The Punishment Of Sodom - The Aftermath

(Continuation of The Punishment of Sodom that I wrote earlier this week).


After what I believed had been hours of watching the stormy, dark clouds far away punishing Sodom with heavy lightening and fire, I got up on my tired feet and started slowly walking back. I wanted to go back to the city I had grown up into, yet I was dreading what I would find. Death, destruction and chaos. Could anyone have survived? Had the thorny brambles Raphael made break from the ground tied all citizens’ ankles but mine, thus dooming them to death?


I felt the warmth of my tears come to my eyes and I couldn’t stop let them roll down my dirty, dusty face. As an old man, the angel Raphael had indeed been cruelly treated by many rich, impertinent citizens, but I knew others who definitely didn’t deserve such a fate. Had their lives been spared? What about me? I might have survived this catastrophe but I was left with nothing! What could I possibly do to survive now? I wondered if my goats were still alive.


I walked for endless hours. When I finally arrived, very late at night, I realised how hungry I was. Sodom had been reduced to ashes and dust. My heart tightened in my chest as I walked through the once vibrant streets of Sodom only to realise nobody was there. I was completely alone. I suddenly saw what I believed were two bodies on the ground. But they were nothing but two piles of ash in human shape. A lump formed in my throat. I was overcome with sorrow but a feeling of revolt started growing in my chest. So much chaos and pain. Why, why, why? Exhaustion took over me and I dropped on the ground. I laid my head against my knees and cried like a little boy. I wished I was dead too.

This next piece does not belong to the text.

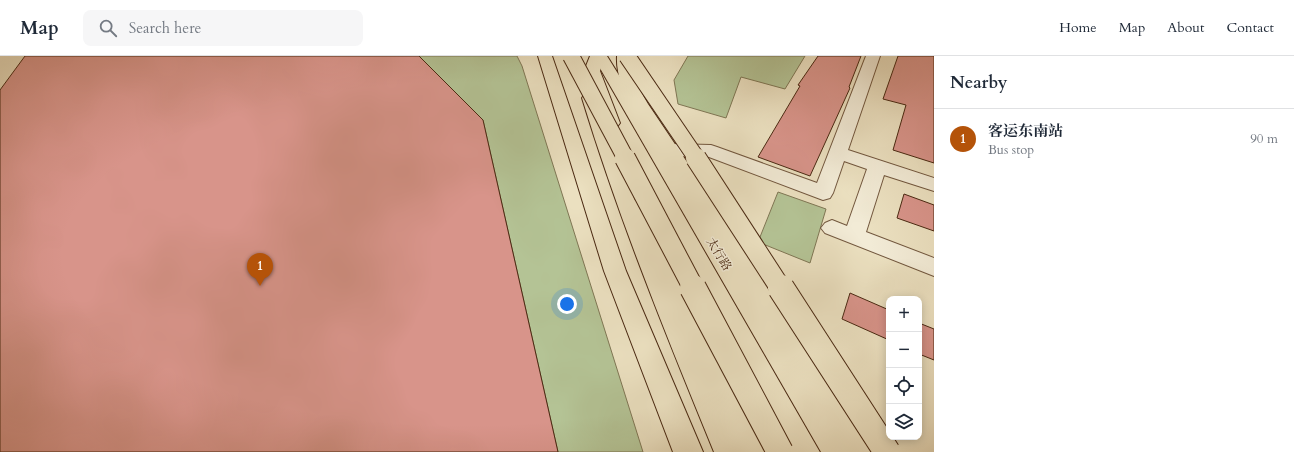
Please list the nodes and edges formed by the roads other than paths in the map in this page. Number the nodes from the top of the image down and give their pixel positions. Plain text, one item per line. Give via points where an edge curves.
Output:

“Why did you do this, Raphael?” I yelled between my sobs.


No sign of the relentless angel. Eventually I must have fallen asleep because when I woke up, the sun was starting to paint it’s first rays in the sky. It was then that I heard a noise, far away. A noise I recognised very well.


“Goats! My goats!”


I was very weak, but I managed to find some strength to get up and run towards the noise. Was it possible that my goats had been spared? I ran and ran and saw three goats in the distance. Actually a goat and two kids. I cried again, but this time my tears were tears of joy. The three animals recognised me as well as they came to me bleating when I approached.


“Bless the Lord, you are alive.” I cried as I stroked their soft heads.


How that was possible I didn’t know but suddenly I heard steps behind me. I turned around. It was the old man. Not the beautiful, yet merciless angel that had destroyed my city, but the old man in rags I had helped.


“Good to see you again, lad. Things got very bad here.”


“I can see that.” I said, hardly holding my revolt. Raphael must have noticed though as he carried on:


“Yes, these things are never pleasant for us, angels, either. When all this started, I made your goats run away as I know you depend on them. They came back eventually, probably looking for you. You will also be pleased to know that a few like you, shepherds and shepherdesses, were out of the city with their animals when the punishment happened, hence they were spared. Michael and Gabriel guided them to an oasis in the middle of the desert.” he pointed his finger towards the south and proceeded. “You will find these survivors if you follow this direction. Take your goats, find them and build a new city again. That will be your task now. Build a city with humble, kind and righteous citizens.”


I looked in the direction he was pointing but when I turned again to him to ask more questions, Raphael was gone. Had he even been there or was my troubled mind starting to play tricks on me? The sun beams warmed my face as I looked in the direction of the place he had said a few of my fellow citizens were. I called my goats and after having drank some milk from the mother goat, I started walking again followed by her and the kids. I was still very tired but, if I had not dreamed that Raphael had just spoken to me, the prospective of finding survivors nourished my whole body with renewed strength. And hope.